What the exercise asks: Copy all lines below that use the word "Баргузинская".

Collected data:
━━━━━━

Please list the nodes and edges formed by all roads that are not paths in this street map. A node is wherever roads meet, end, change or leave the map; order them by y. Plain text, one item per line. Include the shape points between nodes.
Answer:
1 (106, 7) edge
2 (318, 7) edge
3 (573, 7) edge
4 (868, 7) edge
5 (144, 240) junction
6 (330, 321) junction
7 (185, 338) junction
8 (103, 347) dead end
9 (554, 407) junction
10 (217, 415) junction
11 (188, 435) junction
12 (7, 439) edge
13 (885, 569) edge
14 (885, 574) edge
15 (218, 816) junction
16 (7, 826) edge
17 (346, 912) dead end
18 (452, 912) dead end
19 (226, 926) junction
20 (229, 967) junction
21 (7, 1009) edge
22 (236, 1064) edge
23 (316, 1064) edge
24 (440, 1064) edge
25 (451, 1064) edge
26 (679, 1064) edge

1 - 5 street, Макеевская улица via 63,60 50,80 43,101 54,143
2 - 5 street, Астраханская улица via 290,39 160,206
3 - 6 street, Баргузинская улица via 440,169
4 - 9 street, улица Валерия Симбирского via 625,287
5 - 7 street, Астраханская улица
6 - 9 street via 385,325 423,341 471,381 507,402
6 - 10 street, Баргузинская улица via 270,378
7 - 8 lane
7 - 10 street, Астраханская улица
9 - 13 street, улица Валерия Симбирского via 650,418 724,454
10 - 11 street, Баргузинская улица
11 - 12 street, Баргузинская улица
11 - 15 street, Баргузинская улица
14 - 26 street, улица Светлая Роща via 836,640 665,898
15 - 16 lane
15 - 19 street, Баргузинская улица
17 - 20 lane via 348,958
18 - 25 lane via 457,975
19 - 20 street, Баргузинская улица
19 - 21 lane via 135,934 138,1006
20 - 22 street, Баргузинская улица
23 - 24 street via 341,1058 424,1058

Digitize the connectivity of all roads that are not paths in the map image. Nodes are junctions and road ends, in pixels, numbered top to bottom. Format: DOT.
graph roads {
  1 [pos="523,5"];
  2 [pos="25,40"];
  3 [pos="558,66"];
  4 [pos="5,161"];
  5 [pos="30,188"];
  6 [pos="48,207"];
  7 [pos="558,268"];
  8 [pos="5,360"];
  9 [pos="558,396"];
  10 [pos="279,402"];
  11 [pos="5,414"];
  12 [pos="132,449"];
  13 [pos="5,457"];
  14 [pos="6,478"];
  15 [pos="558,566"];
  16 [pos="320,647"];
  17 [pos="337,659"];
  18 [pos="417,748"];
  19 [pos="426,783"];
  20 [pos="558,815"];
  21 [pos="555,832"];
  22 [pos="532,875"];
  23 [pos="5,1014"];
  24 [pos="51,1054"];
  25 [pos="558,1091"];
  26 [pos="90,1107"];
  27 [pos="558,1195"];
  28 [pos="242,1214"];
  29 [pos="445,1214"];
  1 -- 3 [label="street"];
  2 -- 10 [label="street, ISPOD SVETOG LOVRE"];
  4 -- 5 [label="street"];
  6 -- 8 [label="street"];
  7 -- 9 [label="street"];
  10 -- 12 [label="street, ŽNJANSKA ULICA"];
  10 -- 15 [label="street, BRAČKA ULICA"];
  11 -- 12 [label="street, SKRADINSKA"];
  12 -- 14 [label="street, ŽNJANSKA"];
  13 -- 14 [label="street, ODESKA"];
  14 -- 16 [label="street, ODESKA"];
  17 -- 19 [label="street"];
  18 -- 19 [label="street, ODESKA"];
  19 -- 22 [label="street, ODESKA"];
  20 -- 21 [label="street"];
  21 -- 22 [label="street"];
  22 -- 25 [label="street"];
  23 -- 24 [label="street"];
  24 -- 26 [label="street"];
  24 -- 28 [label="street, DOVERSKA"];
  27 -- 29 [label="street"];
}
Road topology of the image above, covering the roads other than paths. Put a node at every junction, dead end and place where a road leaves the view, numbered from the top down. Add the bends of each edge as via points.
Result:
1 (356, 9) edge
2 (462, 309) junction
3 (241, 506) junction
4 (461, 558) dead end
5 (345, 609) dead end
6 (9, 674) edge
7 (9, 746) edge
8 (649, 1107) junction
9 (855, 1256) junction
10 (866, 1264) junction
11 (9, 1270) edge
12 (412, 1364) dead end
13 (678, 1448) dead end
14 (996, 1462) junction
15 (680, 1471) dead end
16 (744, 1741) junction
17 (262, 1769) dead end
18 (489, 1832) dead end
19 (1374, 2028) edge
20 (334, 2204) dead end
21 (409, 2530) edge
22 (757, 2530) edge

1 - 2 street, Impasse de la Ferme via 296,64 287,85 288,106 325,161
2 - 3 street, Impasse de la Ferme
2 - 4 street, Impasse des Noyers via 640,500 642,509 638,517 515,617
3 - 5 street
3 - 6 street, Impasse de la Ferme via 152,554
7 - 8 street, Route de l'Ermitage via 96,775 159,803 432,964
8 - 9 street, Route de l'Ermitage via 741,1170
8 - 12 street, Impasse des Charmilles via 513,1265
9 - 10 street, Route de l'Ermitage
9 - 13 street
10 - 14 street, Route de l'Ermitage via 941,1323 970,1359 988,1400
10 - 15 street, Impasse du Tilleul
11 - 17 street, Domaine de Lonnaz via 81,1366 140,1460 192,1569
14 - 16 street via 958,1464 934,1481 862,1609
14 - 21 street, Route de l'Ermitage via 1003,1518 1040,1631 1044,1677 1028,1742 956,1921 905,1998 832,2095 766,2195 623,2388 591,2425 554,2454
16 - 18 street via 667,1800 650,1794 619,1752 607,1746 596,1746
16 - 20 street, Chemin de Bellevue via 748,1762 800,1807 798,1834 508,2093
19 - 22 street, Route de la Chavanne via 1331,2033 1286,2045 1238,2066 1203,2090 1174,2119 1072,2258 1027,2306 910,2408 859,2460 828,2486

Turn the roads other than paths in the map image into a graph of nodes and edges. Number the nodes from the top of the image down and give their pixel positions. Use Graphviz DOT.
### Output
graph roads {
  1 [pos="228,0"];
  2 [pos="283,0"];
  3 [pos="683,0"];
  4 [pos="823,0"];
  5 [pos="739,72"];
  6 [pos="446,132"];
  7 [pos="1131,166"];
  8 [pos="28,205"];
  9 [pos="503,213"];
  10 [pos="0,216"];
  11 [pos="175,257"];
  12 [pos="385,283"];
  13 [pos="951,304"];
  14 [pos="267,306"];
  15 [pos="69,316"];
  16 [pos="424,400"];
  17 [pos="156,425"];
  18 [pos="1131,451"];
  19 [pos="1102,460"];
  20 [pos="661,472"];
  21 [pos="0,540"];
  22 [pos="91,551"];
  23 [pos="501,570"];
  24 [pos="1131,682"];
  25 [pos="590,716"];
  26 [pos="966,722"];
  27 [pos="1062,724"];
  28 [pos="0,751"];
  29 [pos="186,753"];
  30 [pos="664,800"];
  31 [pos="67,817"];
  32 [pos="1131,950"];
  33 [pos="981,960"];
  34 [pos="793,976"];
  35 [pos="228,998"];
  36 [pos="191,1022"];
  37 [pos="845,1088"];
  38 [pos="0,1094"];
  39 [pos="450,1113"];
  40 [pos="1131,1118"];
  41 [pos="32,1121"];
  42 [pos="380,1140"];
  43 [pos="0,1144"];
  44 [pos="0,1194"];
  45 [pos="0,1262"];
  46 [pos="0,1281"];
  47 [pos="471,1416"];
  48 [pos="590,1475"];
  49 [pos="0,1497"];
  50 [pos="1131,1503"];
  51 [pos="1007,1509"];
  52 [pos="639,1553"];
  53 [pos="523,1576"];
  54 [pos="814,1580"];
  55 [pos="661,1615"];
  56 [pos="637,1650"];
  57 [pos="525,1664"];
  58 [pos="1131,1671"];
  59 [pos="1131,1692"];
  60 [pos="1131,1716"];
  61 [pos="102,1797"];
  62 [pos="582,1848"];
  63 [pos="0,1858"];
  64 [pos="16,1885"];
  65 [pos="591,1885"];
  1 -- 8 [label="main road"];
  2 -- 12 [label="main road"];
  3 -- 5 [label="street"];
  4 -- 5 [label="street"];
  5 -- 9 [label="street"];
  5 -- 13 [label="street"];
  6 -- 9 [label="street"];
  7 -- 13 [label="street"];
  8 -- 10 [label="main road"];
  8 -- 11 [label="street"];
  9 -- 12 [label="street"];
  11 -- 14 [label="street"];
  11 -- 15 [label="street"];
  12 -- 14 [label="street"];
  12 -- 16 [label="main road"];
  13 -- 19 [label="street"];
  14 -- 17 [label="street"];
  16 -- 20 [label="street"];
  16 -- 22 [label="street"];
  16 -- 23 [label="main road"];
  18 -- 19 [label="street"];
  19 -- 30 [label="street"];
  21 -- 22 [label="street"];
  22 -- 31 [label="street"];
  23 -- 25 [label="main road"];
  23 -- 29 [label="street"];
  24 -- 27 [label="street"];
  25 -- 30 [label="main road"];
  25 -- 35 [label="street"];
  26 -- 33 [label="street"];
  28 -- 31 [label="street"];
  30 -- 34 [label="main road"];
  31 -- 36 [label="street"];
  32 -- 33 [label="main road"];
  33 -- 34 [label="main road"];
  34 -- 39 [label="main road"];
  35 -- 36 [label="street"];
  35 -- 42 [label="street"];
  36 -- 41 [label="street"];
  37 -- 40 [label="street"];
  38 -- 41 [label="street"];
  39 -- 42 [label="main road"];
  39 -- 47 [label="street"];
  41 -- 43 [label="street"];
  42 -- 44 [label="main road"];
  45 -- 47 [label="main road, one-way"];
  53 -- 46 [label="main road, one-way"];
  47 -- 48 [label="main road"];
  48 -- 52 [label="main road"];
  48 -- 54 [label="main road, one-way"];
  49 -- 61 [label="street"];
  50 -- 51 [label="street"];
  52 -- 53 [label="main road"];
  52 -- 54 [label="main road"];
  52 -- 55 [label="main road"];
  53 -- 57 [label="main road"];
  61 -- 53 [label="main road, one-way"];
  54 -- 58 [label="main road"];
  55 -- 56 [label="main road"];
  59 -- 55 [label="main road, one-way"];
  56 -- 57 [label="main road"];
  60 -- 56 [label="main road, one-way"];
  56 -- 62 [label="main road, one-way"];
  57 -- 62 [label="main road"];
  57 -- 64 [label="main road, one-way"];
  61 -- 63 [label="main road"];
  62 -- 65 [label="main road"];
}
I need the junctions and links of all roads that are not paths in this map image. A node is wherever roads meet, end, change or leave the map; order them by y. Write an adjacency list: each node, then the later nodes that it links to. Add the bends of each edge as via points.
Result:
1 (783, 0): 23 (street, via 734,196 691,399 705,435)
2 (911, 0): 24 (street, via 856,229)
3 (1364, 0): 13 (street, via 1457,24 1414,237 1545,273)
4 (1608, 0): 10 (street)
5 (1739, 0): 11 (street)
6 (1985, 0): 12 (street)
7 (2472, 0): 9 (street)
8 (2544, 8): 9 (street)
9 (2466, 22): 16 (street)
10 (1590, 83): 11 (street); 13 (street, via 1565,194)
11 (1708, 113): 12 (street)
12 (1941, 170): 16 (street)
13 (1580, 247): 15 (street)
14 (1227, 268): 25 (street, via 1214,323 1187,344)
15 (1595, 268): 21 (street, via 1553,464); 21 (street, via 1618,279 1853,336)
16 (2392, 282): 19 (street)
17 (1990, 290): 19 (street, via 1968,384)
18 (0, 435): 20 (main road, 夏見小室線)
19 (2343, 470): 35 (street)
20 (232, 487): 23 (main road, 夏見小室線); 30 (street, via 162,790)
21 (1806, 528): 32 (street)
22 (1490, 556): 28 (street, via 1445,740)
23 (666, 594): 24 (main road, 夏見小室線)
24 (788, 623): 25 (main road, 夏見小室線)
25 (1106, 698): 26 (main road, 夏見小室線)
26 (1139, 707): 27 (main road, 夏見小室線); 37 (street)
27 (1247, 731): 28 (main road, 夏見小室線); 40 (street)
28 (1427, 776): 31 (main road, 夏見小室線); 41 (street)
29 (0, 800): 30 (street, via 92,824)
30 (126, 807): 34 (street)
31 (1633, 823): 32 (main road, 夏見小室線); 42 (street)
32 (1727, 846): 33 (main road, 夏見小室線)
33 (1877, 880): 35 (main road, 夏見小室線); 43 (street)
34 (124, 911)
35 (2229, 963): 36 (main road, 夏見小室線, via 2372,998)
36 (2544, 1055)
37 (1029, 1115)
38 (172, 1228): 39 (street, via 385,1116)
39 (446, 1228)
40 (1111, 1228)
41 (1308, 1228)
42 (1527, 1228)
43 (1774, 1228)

━━━━━━

Your solution:
3 - 6 street, Баргузинская улица via 440,169
6 - 10 street, Баргузинская улица via 270,378
10 - 11 street, Баргузинская улица
11 - 12 street, Баргузинская улица
11 - 15 street, Баргузинская улица
15 - 19 street, Баргузинская улица
19 - 20 street, Баргузинская улица
20 - 22 street, Баргузинская улица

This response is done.